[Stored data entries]
::::::::::

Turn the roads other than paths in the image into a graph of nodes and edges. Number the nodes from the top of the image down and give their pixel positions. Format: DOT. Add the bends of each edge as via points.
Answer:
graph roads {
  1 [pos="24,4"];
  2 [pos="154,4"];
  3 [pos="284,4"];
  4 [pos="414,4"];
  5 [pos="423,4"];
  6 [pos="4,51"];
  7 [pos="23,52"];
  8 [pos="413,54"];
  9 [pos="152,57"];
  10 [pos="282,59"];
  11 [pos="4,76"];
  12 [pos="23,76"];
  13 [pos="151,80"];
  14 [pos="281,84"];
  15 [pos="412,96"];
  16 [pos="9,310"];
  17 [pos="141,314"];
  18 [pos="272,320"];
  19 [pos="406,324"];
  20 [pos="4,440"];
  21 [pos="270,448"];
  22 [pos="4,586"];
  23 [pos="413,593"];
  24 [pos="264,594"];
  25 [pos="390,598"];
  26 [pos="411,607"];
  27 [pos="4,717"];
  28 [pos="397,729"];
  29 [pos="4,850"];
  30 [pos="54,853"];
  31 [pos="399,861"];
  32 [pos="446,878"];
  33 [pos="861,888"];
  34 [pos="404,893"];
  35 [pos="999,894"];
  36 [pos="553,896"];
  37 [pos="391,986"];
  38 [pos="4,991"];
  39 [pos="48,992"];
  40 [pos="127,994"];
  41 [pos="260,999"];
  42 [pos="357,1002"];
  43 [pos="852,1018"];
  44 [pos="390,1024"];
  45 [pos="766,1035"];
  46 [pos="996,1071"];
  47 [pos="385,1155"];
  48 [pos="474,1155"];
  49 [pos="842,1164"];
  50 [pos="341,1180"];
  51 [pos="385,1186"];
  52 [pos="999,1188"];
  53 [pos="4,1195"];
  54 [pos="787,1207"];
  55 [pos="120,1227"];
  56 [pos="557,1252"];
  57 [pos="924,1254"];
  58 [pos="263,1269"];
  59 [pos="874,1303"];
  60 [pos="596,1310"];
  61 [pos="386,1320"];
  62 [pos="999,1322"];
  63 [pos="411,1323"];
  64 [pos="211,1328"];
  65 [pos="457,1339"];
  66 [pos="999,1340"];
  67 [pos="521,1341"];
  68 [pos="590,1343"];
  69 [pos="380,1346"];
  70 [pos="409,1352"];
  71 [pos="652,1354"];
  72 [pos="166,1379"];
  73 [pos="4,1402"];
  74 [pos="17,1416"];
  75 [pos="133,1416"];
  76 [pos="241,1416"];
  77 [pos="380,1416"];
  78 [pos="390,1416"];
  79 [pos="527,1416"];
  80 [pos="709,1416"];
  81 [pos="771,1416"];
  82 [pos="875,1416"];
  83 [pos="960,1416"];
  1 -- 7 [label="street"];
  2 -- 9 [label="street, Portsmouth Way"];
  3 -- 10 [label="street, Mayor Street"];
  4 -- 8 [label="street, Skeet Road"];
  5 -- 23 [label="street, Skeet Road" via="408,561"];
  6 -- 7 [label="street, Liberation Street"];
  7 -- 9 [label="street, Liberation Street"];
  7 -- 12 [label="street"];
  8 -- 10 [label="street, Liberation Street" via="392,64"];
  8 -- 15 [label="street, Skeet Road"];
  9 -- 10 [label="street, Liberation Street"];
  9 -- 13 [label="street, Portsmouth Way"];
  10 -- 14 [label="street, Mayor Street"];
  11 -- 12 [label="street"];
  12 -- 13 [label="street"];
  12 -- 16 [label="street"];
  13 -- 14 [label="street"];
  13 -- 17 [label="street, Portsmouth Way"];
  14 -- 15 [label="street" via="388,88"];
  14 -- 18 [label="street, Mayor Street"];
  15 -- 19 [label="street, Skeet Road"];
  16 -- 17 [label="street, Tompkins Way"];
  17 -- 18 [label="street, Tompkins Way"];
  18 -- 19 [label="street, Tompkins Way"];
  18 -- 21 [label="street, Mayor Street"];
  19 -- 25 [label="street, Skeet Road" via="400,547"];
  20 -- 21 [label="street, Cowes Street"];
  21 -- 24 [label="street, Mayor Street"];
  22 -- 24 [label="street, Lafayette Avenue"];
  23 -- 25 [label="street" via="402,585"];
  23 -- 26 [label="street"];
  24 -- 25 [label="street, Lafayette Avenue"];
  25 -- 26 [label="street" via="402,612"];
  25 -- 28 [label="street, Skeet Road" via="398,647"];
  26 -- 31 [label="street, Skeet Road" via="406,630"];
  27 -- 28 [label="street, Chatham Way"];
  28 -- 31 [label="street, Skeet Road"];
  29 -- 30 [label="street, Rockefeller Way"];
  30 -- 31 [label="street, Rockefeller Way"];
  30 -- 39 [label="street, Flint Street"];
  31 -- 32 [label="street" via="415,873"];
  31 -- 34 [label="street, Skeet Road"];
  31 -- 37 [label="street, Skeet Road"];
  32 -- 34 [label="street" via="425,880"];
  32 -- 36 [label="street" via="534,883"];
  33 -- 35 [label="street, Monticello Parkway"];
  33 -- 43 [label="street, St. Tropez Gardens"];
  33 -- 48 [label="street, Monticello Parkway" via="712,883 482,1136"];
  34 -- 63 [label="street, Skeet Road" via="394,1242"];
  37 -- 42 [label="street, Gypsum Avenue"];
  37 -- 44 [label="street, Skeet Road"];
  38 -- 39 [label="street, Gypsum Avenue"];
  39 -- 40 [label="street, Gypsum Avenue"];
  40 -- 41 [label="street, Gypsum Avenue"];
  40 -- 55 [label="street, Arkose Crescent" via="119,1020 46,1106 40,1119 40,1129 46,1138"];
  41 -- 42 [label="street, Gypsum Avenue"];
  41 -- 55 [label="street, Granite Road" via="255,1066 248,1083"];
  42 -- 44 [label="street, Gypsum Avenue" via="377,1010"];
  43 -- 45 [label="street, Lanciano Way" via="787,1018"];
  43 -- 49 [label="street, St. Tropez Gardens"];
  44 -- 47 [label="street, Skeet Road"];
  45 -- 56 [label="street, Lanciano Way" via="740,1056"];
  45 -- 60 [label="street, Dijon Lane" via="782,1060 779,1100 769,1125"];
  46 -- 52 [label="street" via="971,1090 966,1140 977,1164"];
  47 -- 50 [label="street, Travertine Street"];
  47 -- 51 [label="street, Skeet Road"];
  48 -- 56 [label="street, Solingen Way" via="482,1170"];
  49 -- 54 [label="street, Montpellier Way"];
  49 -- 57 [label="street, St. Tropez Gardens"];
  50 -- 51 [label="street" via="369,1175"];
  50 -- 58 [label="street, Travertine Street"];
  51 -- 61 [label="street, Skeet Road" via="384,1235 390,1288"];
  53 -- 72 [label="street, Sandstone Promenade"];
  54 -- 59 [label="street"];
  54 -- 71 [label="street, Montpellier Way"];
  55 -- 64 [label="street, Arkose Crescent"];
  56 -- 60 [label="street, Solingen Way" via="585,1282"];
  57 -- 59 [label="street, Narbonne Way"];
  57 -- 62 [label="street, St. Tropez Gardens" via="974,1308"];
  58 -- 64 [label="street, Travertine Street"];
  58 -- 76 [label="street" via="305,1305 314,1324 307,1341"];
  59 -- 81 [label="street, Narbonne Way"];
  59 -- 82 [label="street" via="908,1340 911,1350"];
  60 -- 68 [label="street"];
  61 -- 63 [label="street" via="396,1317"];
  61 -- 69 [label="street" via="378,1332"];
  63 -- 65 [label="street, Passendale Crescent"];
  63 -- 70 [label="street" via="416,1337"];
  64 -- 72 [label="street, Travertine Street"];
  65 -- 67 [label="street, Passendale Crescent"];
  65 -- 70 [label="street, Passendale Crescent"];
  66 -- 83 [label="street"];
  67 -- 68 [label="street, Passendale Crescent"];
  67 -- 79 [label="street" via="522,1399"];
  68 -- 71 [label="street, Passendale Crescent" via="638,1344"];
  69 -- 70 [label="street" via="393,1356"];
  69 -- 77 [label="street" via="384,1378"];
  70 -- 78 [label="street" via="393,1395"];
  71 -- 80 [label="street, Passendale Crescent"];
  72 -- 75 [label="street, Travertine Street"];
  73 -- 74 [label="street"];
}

::::::::::

What is being asked: Every line with "Narbonne" in it should be copied from the entries.

Exercise output:
  57 -- 59 [label="street, Narbonne Way"];
  59 -- 81 [label="street, Narbonne Way"];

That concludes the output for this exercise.